> _WHAT YOU ARE ASKED TO DO_
Extract the entries in their exact form.

Extracted records
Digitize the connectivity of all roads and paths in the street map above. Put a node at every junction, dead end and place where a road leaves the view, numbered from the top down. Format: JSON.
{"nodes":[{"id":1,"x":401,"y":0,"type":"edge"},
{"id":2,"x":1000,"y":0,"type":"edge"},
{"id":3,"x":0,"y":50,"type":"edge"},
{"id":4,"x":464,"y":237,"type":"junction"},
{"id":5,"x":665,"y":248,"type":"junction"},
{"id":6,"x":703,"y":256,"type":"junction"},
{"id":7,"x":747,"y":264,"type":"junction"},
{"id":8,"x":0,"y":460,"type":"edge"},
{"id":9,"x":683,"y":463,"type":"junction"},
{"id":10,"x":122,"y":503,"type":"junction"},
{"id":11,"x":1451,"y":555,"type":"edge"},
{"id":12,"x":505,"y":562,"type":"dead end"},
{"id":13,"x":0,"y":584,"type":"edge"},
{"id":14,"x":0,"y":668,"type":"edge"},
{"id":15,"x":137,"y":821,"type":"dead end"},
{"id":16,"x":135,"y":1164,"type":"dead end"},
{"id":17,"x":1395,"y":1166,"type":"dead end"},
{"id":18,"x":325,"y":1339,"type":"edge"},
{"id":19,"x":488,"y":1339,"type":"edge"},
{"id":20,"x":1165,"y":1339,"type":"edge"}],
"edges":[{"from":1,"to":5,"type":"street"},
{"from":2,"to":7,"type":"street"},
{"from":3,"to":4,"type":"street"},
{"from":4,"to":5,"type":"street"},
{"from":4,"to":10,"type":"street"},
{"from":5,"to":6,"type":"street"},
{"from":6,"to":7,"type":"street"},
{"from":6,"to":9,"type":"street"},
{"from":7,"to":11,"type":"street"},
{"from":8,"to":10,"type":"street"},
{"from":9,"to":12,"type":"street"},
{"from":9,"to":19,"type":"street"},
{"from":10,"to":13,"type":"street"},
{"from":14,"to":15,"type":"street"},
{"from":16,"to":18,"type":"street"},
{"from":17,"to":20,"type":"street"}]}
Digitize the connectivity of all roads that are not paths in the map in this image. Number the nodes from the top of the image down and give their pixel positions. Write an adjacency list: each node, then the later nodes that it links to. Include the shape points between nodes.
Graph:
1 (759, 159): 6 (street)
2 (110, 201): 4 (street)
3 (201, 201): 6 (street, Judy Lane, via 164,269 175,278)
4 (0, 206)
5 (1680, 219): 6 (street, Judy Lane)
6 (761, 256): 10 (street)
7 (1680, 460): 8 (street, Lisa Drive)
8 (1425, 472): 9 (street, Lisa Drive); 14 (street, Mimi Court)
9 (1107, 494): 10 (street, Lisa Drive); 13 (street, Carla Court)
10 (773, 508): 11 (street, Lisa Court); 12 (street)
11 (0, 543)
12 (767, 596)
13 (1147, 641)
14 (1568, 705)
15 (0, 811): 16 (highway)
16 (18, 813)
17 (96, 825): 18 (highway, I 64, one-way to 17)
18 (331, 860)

> _YOUR SOLUTION_
Digitize the connectivity of all roads and paths in the street map above. Put a node at every junction, dead end and place where a road leaves the view, numbered from the top down. Format: JSON.
{"nodes":[{"id":1,"x":401,"y":0,"type":"edge"},
{"id":2,"x":1000,"y":0,"type":"edge"},
{"id":3,"x":0,"y":50,"type":"edge"},
{"id":4,"x":464,"y":237,"type":"junction"},
{"id":5,"x":665,"y":248,"type":"junction"},
{"id":6,"x":703,"y":256,"type":"junction"},
{"id":7,"x":747,"y":264,"type":"junction"},
{"id":8,"x":0,"y":460,"type":"edge"},
{"id":9,"x":683,"y":463,"type":"junction"},
{"id":10,"x":122,"y":503,"type":"junction"},
{"id":11,"x":1451,"y":555,"type":"edge"},
{"id":12,"x":505,"y":562,"type":"dead end"},
{"id":13,"x":0,"y":584,"type":"edge"},
{"id":14,"x":0,"y":668,"type":"edge"},
{"id":15,"x":137,"y":821,"type":"dead end"},
{"id":16,"x":135,"y":1164,"type":"dead end"},
{"id":17,"x":1395,"y":1166,"type":"dead end"},
{"id":18,"x":325,"y":1339,"type":"edge"},
{"id":19,"x":488,"y":1339,"type":"edge"},
{"id":20,"x":1165,"y":1339,"type":"edge"}],
"edges":[{"from":1,"to":5,"type":"street"},
{"from":2,"to":7,"type":"street"},
{"from":3,"to":4,"type":"street"},
{"from":4,"to":5,"type":"street"},
{"from":4,"to":10,"type":"street"},
{"from":5,"to":6,"type":"street"},
{"from":6,"to":7,"type":"street"},
{"from":6,"to":9,"type":"street"},
{"from":7,"to":11,"type":"street"},
{"from":8,"to":10,"type":"street"},
{"from":9,"to":12,"type":"street"},
{"from":9,"to":19,"type":"street"},
{"from":10,"to":13,"type":"street"},
{"from":14,"to":15,"type":"street"},
{"from":16,"to":18,"type":"street"},
{"from":17,"to":20,"type":"street"}]}
Digitize the connectivity of all roads that are not paths in the map in this image. Number the nodes from the top of the image down and give their pixel positions. Write an adjacency list: each node, then the later nodes that it links to. Include the shape points between nodes.
Graph:
1 (759, 159): 6 (street)
2 (110, 201): 4 (street)
3 (201, 201): 6 (street, Judy Lane, via 164,269 175,278)
4 (0, 206)
5 (1680, 219): 6 (street, Judy Lane)
6 (761, 256): 10 (street)
7 (1680, 460): 8 (street, Lisa Drive)
8 (1425, 472): 9 (street, Lisa Drive); 14 (street, Mimi Court)
9 (1107, 494): 10 (street, Lisa Drive); 13 (street, Carla Court)
10 (773, 508): 11 (street, Lisa Court); 12 (street)
11 (0, 543)
12 (767, 596)
13 (1147, 641)
14 (1568, 705)
15 (0, 811): 16 (highway)
16 (18, 813)
17 (96, 825): 18 (highway, I 64, one-way to 17)
18 (331, 860)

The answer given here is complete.